Smart itself conceded that there are concerns over how to monetize the new technology.

"I do acknowledge that there are still debates about 5G's business viability, and we share concerns when it comes to the magnitude of investment needed in correlation with the extremely low retail prices per [gigabyte]," Hundt said.

He added, however, that he expects there will be a "multitude of new revenue streams as adoption rates" rise. Potential applications he cited included smart cities, artificial intelligence and esports.

Watson, of Cellcard, pointed to video on demand, digital TV streaming and gaming as "quick wins" where "faster speeds mean a lot better experience."

He said innovations like smart homes and the "internet of things" would change the role of telecommunications companies.

"A lot of the telcos will move away from being a pure telco to a life service provider, where every hour we tend to touch what you're doing, whether it's entertainment, health, remote monitoring -- it's all powered by a 5G network."

Frost & Sullivan ITC analyst Sofea Zukarnain, meanwhile, said 5G technology would help improve Cambodia's rural health care, transportation and logistics in the long term, but noted several obstacles could slow its adoption.

Among these, she pointed to debts owed by Cambodia's telcos to regulators, which authorities have demanded be paid by the end of this month, according to local media.

"If mobile operators in Cambodia do not overcome factors such as infrastructure cost and regulatory fees, Cambodia can expect commercial launch of 5G technology [at the] earliest by 2021," she said.

Keen to see 5G adopted in Cambodia, the government is also pursuing a 5G network through an agreement with Huawei Technologies, signed last month in Beijing.

The memorandum of understanding will see the Chinese tech giant work with state-owned Telecom Cambodia, or TC, in a bid to launch services starting next year.

Vutha, of Cambodia's telecom regulator, said the agreement is just a first step for TC.

"I don't know yet if [Telecom Cambodia] have the capacity to do it, but they have the way to go," Vutha said, adding that TC was licensed to run such a service. "They have the right to do it."

TC, which currently runs only a fixed-line phone and internet service, has previously been embroiled in several corruption scandals.

Timelines aside, there is no question that demand for mobile internet is increasing.
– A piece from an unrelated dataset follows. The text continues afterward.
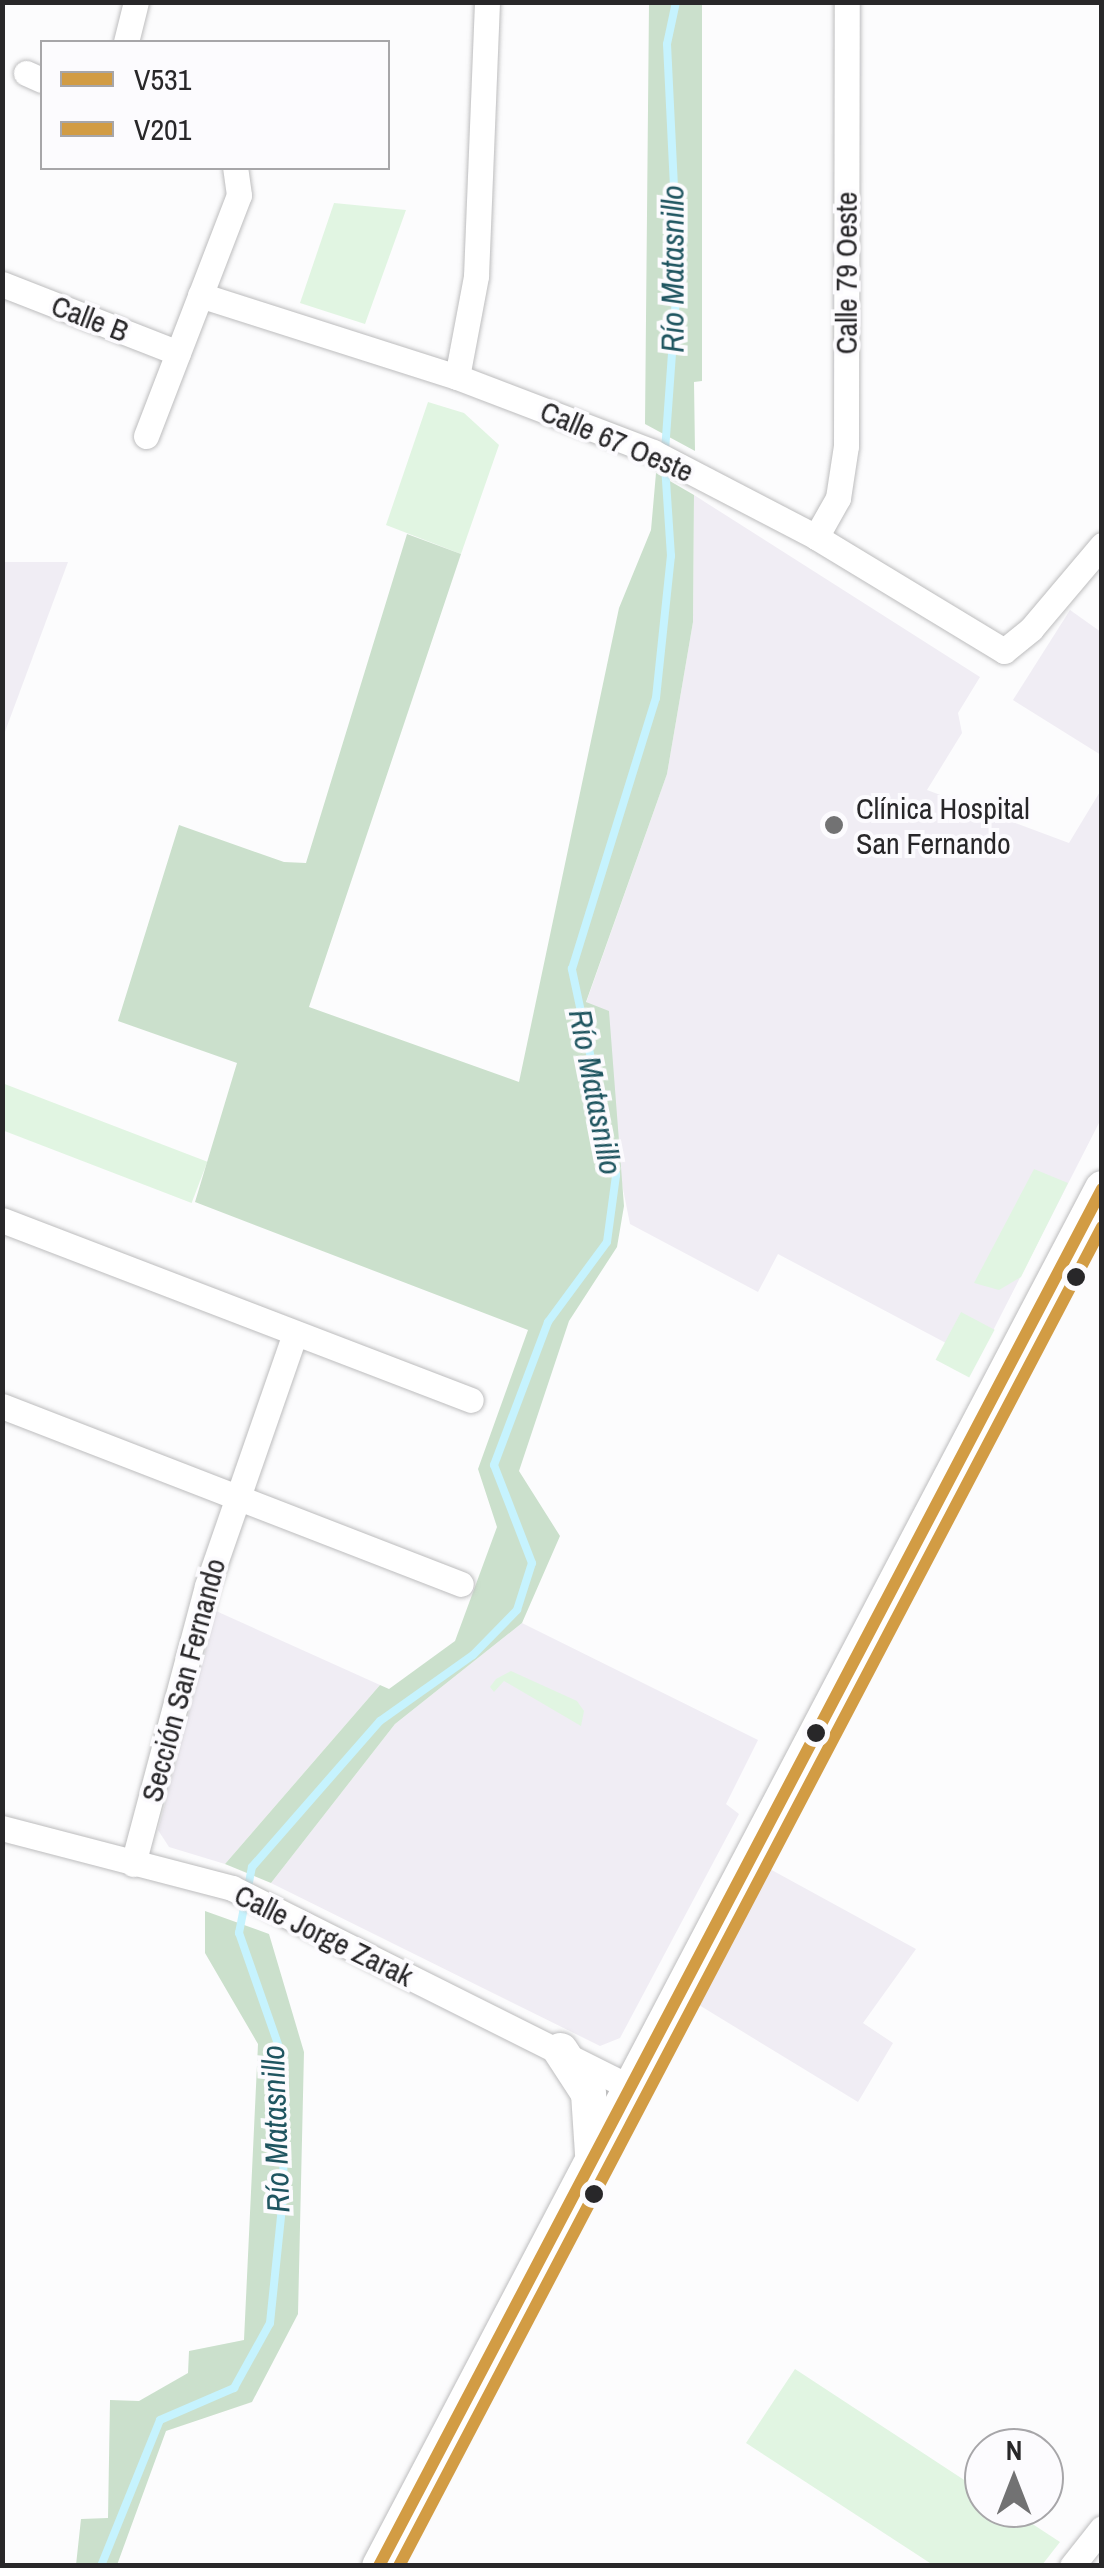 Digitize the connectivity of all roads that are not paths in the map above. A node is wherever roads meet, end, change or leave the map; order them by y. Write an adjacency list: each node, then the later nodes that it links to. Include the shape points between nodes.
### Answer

A country of 16 million, Cambodia has 19.3 million registered mobile phone SIM cards, according to government figures, suggesting many people have more than one subscription. The figures record 12.9 million subscribers who used their mobile phone to access online content last year, an increase of 22%.

Data from GSMA Intelligence -- which counts individuals rather than SIM cards -- puts mobile subscriber penetration at 67% in 2018, with mobile internet subscribers at 45% of the population.

While forecasting continued growth in coming years, however, senior GSMA Intelligence analyst Jan Stryjak questioned whether 5G is currently necessary and commercially viable for Cambodia, noting there is "still a fair bit of runway" left for 4G expansion.

"Cambodia strikes me as not the most fertile ground for 5G at the moment," Stryjak told Nikkei, later adding that the noise around the new technology had a "huge marketing angle."

"For people, why in the short term would they want to potentially have to pay more for a 5G service when 4G will, in the majority of cases, be good enough?

"This is the same kind of trend we're seeing across many emerging markets -- Southeast Asia, East Africa. Operators love to talk about 5G, but there's still a lot of room left in 4G, even 3G."